(Collected data)

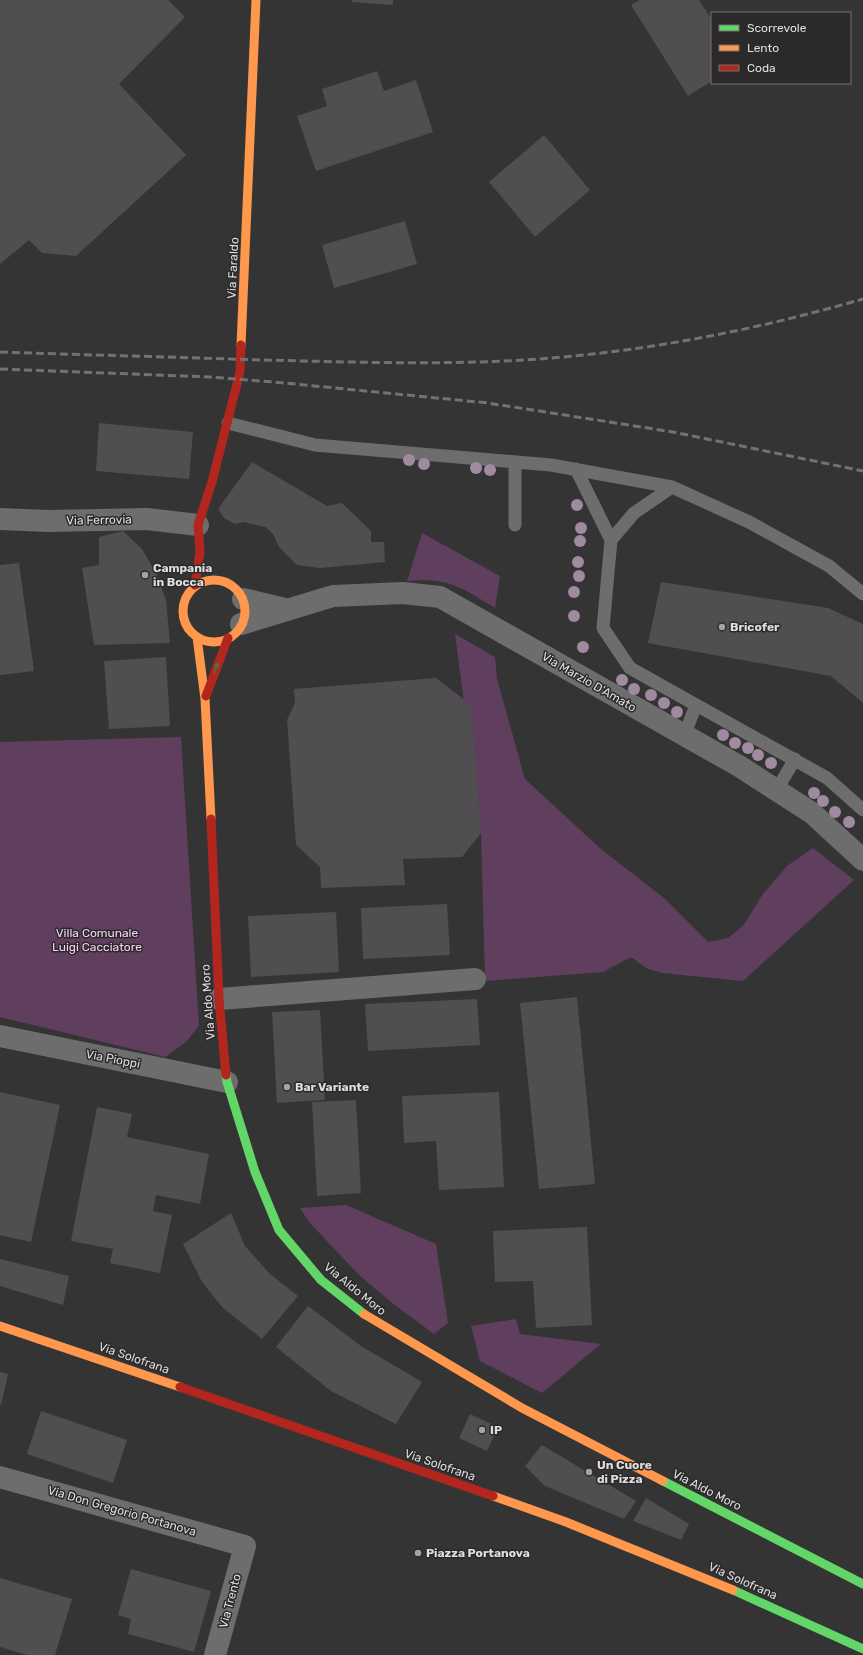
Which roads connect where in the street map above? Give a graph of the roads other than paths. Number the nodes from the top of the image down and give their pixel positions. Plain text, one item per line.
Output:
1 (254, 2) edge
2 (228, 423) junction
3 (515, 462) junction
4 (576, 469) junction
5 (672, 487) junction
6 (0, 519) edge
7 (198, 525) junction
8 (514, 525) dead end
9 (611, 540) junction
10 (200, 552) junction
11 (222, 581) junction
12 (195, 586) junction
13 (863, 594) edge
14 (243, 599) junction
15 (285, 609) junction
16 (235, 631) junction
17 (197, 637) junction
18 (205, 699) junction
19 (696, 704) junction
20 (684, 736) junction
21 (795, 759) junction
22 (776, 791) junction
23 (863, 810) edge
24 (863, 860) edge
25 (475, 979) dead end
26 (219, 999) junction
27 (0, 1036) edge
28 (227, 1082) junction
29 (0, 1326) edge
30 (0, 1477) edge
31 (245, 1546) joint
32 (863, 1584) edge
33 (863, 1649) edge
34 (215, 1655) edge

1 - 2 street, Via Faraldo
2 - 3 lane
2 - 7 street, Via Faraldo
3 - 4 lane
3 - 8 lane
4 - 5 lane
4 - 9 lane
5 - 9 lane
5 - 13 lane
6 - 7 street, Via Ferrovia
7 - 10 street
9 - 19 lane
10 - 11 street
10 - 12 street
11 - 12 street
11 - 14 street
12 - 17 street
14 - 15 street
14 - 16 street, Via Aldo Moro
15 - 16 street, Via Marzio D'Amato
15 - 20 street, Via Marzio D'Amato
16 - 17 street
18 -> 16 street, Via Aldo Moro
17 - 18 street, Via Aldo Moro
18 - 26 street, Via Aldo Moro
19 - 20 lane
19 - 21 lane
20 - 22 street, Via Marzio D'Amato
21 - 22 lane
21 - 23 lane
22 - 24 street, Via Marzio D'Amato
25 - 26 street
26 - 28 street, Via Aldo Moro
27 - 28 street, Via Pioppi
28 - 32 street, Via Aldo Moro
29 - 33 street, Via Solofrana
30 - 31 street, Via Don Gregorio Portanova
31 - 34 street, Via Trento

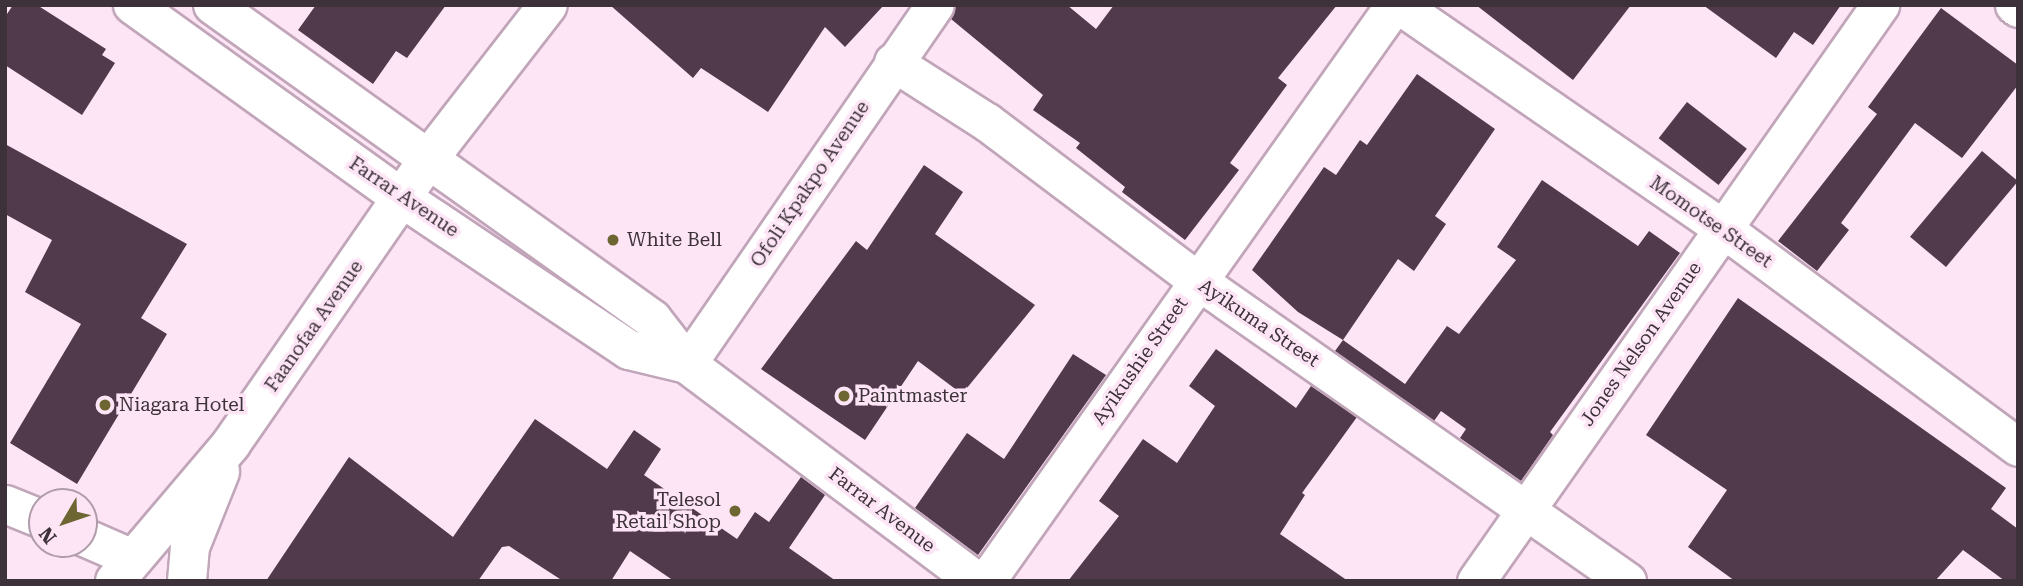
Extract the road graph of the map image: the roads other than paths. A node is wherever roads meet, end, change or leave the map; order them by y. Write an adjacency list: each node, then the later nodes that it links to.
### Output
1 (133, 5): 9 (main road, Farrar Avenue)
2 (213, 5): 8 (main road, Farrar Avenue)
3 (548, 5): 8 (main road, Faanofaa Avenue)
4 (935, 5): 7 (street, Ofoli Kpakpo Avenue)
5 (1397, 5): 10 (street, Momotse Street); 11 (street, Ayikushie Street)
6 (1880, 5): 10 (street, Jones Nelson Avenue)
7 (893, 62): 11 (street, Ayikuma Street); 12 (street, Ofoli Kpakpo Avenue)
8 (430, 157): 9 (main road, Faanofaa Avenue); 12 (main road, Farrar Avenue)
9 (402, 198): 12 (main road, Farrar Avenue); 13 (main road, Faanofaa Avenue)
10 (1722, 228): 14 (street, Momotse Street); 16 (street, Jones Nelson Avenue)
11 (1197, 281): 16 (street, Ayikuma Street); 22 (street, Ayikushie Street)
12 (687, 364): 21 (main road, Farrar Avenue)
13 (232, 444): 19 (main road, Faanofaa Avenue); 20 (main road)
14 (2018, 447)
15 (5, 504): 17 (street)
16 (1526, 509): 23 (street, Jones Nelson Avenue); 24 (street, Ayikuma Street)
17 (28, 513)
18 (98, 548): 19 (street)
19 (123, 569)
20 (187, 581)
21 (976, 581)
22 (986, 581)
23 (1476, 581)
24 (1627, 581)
--
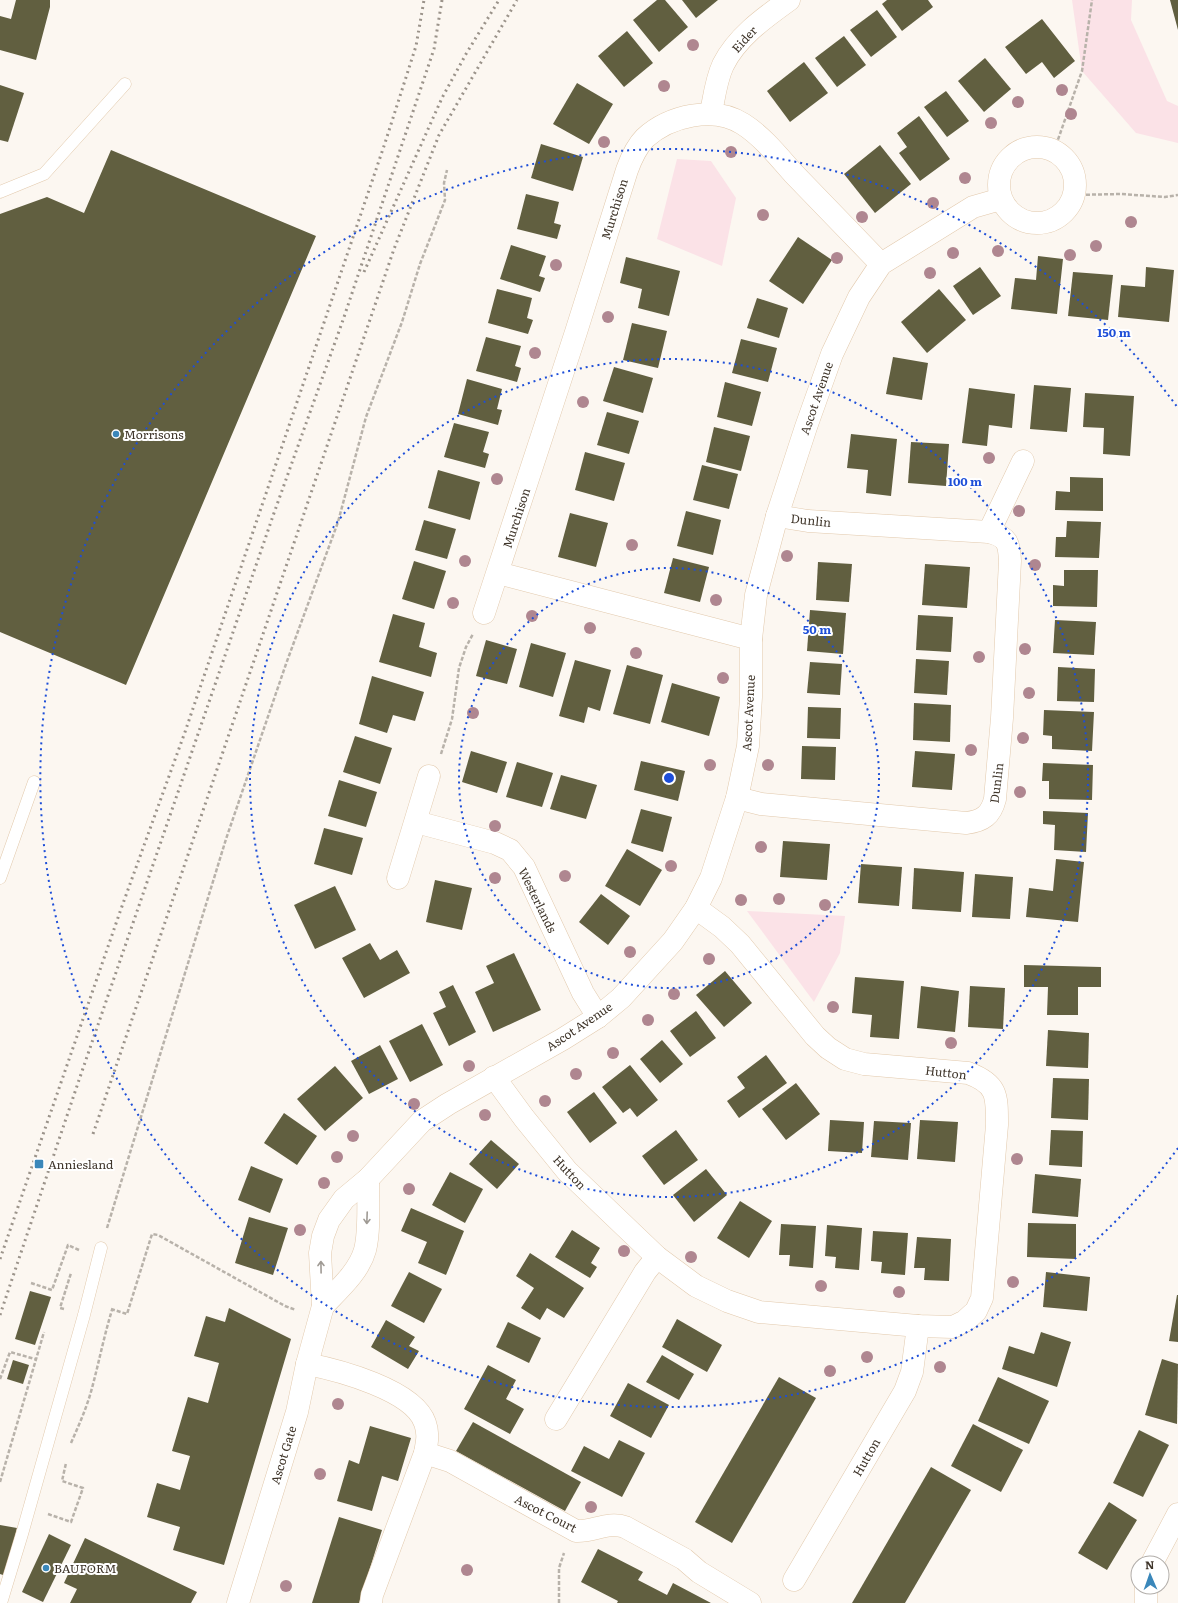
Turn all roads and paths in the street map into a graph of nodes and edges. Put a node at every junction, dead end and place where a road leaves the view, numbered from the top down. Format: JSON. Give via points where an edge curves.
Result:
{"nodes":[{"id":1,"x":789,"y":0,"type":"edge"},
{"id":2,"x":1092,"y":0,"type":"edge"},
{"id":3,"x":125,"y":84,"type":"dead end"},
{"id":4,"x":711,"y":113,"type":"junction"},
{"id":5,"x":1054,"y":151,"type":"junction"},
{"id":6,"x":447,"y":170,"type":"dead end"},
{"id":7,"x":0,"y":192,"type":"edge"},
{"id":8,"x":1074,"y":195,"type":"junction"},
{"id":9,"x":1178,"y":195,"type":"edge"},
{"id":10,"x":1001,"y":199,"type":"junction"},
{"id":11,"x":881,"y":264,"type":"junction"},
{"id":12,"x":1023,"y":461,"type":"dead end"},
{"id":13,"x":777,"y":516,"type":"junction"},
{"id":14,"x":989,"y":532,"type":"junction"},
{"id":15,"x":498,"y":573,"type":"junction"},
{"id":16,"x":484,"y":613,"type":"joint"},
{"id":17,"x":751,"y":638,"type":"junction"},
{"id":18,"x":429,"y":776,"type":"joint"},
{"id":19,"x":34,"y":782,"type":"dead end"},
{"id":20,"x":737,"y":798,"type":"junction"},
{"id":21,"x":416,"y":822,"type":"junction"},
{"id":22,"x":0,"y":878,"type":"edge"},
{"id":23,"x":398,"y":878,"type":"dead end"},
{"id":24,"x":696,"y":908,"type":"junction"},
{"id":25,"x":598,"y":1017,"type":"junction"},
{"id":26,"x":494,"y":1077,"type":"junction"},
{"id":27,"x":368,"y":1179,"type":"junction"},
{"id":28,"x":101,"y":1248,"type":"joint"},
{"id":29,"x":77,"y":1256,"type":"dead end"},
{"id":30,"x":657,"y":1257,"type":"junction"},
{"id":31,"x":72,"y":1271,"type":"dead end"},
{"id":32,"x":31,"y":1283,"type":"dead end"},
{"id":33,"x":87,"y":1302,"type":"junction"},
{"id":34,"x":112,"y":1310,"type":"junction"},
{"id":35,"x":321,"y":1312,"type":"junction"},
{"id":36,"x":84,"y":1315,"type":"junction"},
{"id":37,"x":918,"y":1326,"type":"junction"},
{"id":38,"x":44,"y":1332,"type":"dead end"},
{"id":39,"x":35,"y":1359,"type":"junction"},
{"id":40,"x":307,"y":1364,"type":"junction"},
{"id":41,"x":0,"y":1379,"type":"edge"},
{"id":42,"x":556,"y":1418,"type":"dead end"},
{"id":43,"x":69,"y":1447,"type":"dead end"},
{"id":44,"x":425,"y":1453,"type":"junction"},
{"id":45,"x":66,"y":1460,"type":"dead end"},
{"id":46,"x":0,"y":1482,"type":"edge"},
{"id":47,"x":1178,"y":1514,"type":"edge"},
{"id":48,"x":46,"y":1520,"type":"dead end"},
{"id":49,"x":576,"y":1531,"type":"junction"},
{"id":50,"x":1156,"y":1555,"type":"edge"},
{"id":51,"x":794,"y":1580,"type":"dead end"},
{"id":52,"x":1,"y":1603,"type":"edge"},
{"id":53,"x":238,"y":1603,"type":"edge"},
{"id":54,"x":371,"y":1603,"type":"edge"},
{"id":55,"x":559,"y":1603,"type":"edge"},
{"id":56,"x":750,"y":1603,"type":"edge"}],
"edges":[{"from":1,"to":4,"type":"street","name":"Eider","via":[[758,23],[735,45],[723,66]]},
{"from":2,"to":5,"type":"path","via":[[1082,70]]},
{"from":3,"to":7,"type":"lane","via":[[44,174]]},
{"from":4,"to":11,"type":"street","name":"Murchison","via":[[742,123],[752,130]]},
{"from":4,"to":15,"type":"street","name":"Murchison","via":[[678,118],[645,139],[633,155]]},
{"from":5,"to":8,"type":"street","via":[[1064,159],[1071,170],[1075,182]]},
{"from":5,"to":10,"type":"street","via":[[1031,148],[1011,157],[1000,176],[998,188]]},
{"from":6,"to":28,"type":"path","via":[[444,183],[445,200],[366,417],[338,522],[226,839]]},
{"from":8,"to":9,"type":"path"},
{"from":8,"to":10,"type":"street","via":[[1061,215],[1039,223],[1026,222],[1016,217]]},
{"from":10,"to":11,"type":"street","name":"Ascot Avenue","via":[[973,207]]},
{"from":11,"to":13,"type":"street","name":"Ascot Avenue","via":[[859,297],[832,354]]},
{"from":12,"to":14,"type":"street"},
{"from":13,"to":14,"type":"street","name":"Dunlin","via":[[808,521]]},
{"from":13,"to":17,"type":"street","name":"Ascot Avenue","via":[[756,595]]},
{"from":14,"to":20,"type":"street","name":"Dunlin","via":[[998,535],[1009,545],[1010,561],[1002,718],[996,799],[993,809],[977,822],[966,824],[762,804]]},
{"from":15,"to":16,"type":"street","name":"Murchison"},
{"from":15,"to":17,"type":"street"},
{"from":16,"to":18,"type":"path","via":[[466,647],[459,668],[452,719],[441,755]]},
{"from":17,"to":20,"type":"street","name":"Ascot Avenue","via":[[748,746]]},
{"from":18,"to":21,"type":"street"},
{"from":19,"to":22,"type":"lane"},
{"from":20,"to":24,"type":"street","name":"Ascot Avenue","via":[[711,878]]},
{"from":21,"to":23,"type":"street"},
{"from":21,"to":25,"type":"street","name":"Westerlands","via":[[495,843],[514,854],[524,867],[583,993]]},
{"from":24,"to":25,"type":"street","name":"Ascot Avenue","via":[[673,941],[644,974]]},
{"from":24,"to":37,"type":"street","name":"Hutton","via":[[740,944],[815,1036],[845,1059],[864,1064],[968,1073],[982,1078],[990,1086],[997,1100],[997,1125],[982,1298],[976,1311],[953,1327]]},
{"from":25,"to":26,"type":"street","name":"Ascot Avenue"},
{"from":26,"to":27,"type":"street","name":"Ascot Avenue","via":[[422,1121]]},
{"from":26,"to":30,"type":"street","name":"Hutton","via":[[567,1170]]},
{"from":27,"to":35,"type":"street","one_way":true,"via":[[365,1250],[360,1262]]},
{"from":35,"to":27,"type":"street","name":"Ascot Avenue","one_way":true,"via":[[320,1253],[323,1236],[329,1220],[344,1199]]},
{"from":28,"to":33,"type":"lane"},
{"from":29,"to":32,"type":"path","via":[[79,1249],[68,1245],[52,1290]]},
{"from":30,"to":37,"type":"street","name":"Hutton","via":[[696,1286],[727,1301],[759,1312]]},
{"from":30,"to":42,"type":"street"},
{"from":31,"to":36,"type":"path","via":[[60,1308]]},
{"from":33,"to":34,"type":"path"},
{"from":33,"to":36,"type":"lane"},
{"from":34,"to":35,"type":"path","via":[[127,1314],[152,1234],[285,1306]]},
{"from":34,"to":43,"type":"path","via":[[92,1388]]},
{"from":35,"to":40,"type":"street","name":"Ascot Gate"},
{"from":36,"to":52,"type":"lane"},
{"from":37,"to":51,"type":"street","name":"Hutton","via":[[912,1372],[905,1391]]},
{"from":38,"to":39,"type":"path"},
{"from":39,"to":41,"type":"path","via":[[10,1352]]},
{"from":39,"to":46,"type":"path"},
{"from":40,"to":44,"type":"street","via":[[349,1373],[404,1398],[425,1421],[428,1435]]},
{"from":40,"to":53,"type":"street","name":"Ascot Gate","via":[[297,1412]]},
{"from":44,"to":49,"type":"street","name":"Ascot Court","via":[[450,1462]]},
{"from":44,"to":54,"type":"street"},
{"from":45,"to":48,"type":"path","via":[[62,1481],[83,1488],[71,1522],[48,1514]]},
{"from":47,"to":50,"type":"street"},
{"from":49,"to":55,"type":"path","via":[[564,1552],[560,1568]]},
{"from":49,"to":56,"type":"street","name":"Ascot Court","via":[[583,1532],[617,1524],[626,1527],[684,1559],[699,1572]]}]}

* Exercise requirements *
Find the string "Moro" in the data. Report each line it appears in.

* Worked solution *
14 - 16 street, Via Aldo Moro
18 -> 16 street, Via Aldo Moro
17 - 18 street, Via Aldo Moro
18 - 26 street, Via Aldo Moro
26 - 28 street, Via Aldo Moro
28 - 32 street, Via Aldo Moro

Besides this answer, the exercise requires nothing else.